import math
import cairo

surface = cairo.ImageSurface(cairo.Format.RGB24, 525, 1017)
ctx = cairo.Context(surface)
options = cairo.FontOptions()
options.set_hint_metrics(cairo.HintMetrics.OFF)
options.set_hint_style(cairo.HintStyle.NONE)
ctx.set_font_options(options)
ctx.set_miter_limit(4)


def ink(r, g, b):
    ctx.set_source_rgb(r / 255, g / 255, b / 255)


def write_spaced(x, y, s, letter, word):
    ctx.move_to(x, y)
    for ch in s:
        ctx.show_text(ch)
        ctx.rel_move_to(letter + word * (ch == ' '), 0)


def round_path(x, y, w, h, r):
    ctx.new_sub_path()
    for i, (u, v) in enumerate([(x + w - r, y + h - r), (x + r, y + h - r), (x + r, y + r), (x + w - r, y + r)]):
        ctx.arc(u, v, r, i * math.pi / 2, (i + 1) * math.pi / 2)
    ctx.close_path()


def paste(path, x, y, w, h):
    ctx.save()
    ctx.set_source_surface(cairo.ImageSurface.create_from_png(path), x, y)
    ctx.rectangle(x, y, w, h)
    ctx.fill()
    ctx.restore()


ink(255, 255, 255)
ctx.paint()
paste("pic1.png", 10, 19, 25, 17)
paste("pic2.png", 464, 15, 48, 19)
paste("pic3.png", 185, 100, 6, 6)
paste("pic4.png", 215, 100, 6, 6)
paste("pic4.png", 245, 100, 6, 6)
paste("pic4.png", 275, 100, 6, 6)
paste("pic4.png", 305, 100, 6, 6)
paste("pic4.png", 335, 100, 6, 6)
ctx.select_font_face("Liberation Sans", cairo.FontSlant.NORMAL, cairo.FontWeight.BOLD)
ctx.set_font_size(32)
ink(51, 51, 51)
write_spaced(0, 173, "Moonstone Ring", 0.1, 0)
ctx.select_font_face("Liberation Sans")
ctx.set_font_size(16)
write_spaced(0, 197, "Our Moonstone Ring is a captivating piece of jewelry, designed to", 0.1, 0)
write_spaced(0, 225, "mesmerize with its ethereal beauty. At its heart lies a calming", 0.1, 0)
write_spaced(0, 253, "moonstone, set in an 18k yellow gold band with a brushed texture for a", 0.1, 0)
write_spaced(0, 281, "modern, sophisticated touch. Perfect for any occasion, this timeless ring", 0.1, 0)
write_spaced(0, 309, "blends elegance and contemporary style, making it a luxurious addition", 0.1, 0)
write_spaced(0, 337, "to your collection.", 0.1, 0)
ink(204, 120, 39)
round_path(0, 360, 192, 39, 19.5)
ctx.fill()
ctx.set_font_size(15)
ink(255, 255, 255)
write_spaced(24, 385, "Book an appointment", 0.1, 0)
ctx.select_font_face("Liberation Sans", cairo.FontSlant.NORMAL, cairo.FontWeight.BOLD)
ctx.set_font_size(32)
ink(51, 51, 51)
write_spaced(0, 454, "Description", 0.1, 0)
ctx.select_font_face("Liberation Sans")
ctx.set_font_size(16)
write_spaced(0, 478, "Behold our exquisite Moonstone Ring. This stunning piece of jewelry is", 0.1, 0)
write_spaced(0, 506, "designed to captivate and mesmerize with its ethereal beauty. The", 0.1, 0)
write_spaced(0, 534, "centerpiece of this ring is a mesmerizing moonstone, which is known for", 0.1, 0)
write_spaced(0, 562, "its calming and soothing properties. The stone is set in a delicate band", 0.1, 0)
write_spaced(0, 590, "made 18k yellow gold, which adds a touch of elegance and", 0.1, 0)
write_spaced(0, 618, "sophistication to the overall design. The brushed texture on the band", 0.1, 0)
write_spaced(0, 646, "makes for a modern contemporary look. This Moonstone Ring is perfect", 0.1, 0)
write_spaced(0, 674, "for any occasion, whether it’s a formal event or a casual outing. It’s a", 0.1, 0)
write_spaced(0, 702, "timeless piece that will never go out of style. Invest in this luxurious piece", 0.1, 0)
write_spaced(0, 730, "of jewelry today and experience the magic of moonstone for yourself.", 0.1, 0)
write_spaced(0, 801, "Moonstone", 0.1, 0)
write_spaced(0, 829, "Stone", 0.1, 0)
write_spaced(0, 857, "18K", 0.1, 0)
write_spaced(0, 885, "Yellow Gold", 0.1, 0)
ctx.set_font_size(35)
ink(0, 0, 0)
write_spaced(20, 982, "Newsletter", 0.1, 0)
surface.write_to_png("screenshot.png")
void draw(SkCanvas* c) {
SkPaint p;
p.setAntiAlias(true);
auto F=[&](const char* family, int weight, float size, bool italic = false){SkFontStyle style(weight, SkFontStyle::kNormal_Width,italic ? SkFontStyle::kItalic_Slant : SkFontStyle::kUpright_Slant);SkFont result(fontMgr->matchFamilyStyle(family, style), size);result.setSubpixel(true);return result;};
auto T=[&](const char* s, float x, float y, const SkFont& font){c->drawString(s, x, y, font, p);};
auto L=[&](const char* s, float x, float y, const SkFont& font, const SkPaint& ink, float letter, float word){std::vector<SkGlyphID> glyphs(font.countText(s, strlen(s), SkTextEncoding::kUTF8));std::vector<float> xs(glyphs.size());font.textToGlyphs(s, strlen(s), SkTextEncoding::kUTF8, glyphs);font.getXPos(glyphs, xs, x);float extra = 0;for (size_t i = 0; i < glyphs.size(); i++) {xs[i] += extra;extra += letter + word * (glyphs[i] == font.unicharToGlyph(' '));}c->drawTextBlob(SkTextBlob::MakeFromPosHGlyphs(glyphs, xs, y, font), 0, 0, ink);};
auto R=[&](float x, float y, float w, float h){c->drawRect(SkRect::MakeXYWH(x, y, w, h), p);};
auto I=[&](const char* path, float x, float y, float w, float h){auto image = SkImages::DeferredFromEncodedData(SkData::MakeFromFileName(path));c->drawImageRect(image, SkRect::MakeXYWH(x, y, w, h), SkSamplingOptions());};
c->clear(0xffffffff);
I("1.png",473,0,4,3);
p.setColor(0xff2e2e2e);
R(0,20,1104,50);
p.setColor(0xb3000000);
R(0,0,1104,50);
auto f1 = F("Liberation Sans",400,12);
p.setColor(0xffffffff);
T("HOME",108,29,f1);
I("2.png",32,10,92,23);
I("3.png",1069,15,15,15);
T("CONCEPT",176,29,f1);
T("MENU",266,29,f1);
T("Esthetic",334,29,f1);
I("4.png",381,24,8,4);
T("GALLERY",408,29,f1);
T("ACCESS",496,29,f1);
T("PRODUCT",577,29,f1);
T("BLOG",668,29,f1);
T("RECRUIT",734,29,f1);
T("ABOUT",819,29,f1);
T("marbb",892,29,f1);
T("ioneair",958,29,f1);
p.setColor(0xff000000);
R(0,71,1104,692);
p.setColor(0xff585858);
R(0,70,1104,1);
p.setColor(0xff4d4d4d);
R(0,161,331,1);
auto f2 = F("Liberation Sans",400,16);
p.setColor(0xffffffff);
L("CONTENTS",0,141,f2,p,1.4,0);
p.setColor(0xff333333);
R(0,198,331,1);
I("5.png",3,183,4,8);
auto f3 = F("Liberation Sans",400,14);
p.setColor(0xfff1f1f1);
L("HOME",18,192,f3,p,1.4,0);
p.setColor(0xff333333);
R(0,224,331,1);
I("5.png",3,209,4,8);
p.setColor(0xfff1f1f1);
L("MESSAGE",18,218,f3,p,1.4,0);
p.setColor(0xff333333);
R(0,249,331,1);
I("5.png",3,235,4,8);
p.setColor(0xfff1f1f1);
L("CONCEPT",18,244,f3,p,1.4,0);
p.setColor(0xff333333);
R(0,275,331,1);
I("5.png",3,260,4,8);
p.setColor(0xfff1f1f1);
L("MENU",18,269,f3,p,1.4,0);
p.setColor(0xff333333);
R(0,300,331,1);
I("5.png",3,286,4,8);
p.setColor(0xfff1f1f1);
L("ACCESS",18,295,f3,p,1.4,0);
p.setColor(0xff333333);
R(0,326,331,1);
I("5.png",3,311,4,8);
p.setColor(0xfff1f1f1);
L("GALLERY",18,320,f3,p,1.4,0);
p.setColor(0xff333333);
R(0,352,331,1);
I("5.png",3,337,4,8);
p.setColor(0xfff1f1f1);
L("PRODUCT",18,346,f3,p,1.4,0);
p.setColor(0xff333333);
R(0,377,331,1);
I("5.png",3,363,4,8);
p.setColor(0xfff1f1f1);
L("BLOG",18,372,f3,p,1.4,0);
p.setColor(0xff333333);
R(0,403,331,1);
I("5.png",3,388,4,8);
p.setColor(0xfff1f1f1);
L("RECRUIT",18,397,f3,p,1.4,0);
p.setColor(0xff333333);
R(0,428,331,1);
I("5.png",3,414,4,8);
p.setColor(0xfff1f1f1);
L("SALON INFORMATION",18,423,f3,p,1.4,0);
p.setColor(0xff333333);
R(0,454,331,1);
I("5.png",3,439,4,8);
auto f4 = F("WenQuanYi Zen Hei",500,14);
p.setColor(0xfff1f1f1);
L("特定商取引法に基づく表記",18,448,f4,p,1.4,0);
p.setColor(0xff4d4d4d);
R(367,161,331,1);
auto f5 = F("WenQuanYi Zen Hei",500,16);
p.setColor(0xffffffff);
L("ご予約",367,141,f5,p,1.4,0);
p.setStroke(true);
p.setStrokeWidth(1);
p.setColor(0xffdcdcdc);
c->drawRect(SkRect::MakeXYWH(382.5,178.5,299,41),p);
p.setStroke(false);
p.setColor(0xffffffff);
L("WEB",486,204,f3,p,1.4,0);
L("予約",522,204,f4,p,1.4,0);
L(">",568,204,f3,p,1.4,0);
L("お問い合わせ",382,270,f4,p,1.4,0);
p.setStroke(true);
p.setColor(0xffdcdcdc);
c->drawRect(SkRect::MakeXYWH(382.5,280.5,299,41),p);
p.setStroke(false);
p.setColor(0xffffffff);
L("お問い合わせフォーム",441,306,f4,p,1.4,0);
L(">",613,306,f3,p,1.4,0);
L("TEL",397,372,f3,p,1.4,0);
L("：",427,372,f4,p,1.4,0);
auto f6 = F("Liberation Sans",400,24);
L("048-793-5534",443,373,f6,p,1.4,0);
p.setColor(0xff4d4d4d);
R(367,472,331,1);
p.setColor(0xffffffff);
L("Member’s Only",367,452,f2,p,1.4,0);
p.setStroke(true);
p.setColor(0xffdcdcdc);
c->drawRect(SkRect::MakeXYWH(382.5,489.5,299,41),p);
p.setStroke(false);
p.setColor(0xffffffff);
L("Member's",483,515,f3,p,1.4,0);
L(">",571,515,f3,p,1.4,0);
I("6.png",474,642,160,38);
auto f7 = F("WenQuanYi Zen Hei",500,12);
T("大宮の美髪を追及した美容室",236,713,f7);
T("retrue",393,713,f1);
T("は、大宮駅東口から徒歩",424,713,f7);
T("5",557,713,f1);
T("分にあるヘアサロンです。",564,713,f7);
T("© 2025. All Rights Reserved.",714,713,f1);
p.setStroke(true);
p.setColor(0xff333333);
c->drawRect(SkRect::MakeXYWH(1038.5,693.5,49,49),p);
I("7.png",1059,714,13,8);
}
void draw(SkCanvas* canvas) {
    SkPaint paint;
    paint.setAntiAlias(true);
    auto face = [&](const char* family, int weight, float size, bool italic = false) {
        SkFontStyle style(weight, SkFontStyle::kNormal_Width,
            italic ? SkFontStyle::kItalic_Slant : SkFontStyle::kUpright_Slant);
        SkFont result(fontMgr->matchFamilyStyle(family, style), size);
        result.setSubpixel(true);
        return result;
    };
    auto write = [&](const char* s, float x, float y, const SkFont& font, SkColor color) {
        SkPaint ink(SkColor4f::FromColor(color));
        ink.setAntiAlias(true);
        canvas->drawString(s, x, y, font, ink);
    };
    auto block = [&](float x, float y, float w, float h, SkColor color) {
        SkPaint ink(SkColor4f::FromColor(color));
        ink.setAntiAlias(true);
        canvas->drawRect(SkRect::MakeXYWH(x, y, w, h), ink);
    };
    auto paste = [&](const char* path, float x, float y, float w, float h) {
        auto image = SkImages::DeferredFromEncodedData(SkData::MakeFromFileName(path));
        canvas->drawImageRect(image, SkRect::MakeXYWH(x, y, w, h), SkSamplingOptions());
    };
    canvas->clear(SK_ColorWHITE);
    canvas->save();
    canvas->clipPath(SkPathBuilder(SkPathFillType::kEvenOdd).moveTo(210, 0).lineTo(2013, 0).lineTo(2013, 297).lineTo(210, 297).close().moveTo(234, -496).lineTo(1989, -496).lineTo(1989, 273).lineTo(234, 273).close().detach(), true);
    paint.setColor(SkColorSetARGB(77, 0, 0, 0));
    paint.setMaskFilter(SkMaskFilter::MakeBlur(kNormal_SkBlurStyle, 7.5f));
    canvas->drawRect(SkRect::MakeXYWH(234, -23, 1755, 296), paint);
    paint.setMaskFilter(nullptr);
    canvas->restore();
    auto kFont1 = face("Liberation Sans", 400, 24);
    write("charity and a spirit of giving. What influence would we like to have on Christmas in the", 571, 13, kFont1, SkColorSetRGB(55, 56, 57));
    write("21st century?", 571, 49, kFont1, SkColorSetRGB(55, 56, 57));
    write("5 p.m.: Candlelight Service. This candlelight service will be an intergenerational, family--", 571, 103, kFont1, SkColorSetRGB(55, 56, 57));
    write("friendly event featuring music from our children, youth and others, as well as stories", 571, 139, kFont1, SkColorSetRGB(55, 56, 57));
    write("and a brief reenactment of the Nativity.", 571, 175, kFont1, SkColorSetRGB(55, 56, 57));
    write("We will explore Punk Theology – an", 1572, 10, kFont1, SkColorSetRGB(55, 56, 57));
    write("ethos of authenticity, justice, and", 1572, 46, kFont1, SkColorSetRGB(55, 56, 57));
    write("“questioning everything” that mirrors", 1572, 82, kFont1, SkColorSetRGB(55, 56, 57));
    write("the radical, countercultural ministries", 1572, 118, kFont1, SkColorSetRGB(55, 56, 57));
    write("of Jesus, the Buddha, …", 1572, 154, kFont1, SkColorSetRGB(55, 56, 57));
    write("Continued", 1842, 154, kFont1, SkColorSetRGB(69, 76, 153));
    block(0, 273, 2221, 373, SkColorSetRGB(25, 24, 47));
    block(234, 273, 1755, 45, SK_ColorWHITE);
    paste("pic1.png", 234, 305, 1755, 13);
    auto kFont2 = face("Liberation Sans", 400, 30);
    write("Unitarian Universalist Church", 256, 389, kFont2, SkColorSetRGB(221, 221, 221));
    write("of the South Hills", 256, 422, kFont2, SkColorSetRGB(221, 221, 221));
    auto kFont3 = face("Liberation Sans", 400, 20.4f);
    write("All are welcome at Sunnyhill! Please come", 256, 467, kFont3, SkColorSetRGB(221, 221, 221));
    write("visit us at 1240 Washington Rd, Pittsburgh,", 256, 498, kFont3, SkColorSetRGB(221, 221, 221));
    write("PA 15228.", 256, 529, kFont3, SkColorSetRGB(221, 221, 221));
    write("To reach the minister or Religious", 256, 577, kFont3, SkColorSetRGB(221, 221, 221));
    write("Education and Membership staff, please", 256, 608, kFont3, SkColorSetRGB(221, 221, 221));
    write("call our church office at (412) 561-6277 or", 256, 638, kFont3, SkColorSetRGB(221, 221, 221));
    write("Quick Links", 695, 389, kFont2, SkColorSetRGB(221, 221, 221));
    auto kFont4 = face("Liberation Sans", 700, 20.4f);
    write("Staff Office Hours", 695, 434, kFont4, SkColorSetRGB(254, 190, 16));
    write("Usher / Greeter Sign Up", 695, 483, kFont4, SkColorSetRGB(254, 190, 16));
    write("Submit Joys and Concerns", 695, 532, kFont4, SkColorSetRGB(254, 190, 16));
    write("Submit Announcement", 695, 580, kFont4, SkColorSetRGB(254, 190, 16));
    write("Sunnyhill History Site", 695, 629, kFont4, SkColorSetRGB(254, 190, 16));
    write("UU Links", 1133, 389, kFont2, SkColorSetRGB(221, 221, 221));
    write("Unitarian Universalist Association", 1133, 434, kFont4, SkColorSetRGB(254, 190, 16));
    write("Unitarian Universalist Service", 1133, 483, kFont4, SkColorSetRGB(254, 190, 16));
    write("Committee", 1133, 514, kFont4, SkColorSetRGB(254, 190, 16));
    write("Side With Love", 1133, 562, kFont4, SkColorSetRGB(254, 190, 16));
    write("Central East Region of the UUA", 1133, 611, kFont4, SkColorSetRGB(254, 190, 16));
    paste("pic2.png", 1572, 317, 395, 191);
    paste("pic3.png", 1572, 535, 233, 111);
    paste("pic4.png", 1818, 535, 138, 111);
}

=-=-=-=-=

GOAL OF THE EXERCISE:
When you reach the line with "import cairo" in the records above, start writing out lines exactly, and stop once the line with "ctx.restore()" has been written; include nothing else.

EXPECTED ANSWER:
import cairo

surface = cairo.ImageSurface(cairo.Format.RGB24, 525, 1017)
ctx = cairo.Context(surface)
options = cairo.FontOptions()
options.set_hint_metrics(cairo.HintMetrics.OFF)
options.set_hint_style(cairo.HintStyle.NONE)
ctx.set_font_options(options)
ctx.set_miter_limit(4)


def ink(r, g, b):
    ctx.set_source_rgb(r / 255, g / 255, b / 255)


def write_spaced(x, y, s, letter, word):
    ctx.move_to(x, y)
    for ch in s:
        ctx.show_text(ch)
        ctx.rel_move_to(letter + word * (ch == ' '), 0)


def round_path(x, y, w, h, r):
    ctx.new_sub_path()
    for i, (u, v) in enumerate([(x + w - r, y + h - r), (x + r, y + h - r), (x + r, y + r), (x + w - r, y + r)]):
        ctx.arc(u, v, r, i * math.pi / 2, (i + 1) * math.pi / 2)
    ctx.close_path()


def paste(path, x, y, w, h):
    ctx.save()
    ctx.set_source_surface(cairo.ImageSurface.create_from_png(path), x, y)
    ctx.rectangle(x, y, w, h)
    ctx.fill()
    ctx.restore()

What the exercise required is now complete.